START Provided data

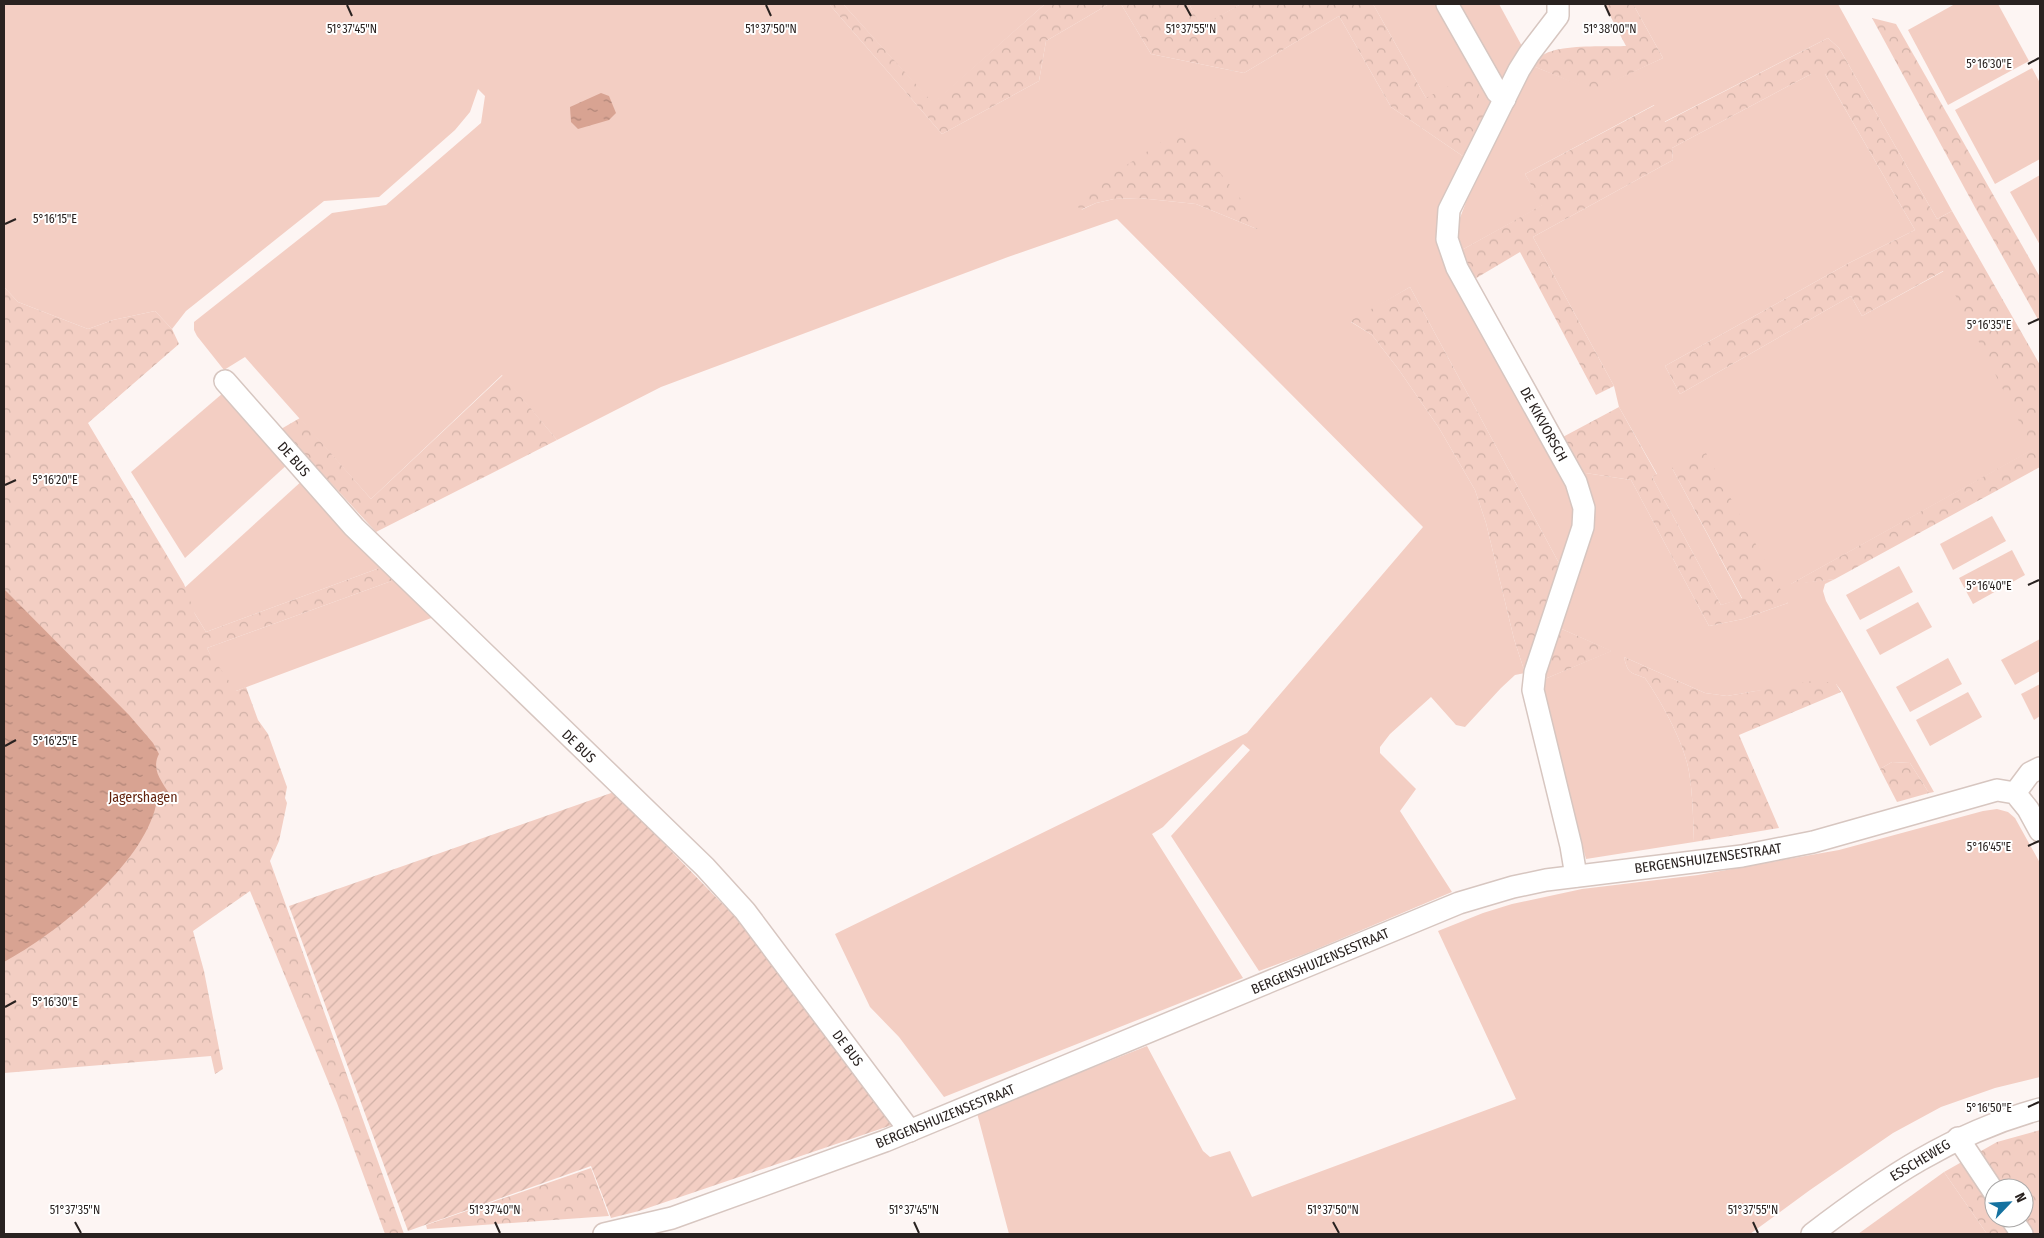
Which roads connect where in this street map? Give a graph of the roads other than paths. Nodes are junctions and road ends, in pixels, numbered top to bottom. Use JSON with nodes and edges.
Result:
{"nodes":[{"id":1,"x":1447,"y":4,"type":"edge"},
{"id":2,"x":1558,"y":4,"type":"edge"},
{"id":3,"x":1505,"y":99,"type":"junction"},
{"id":4,"x":225,"y":381,"type":"dead end"},
{"id":5,"x":2040,"y":768,"type":"edge"},
{"id":6,"x":2015,"y":794,"type":"junction"},
{"id":7,"x":2040,"y":831,"type":"edge"},
{"id":8,"x":1576,"y":876,"type":"junction"},
{"id":9,"x":2040,"y":1108,"type":"edge"},
{"id":10,"x":910,"y":1131,"type":"junction"},
{"id":11,"x":1958,"y":1138,"type":"junction"},
{"id":12,"x":1985,"y":1178,"type":"edge"},
{"id":13,"x":604,"y":1234,"type":"edge"},
{"id":14,"x":1812,"y":1234,"type":"edge"}],
"edges":[{"from":1,"to":3,"type":"street"},
{"from":2,"to":3,"type":"street","name":"DE KIKVORSCH"},
{"from":3,"to":8,"type":"street","name":"DE KIKVORSCH"},
{"from":4,"to":10,"type":"street","name":"DE BUS"},
{"from":5,"to":6,"type":"street"},
{"from":6,"to":7,"type":"street"},
{"from":6,"to":8,"type":"street","name":"BERGENSHUIZENSESTRAAT"},
{"from":8,"to":10,"type":"street","name":"BERGENSHUIZENSESTRAAT"},
{"from":9,"to":11,"type":"street","name":"ESSCHEWEG"},
{"from":10,"to":13,"type":"street","name":"BERGENSHUIZENSESTRAAT"},
{"from":11,"to":12,"type":"street"},
{"from":11,"to":14,"type":"street","name":"ESSCHEWEG"}]}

END Provided data

What this task involves:
Among the lines above, please find those with "from" and copy them.

Solution to this problem:
"edges":[{"from":1,"to":3,"type":"street"},
{"from":2,"to":3,"type":"street","name":"DE KIKVORSCH"},
{"from":3,"to":8,"type":"street","name":"DE KIKVORSCH"},
{"from":4,"to":10,"type":"street","name":"DE BUS"},
{"from":5,"to":6,"type":"street"},
{"from":6,"to":7,"type":"street"},
{"from":6,"to":8,"type":"street","name":"BERGENSHUIZENSESTRAAT"},
{"from":8,"to":10,"type":"street","name":"BERGENSHUIZENSESTRAAT"},
{"from":9,"to":11,"type":"street","name":"ESSCHEWEG"},
{"from":10,"to":13,"type":"street","name":"BERGENSHUIZENSESTRAAT"},
{"from":11,"to":12,"type":"street"},
{"from":11,"to":14,"type":"street","name":"ESSCHEWEG"}]}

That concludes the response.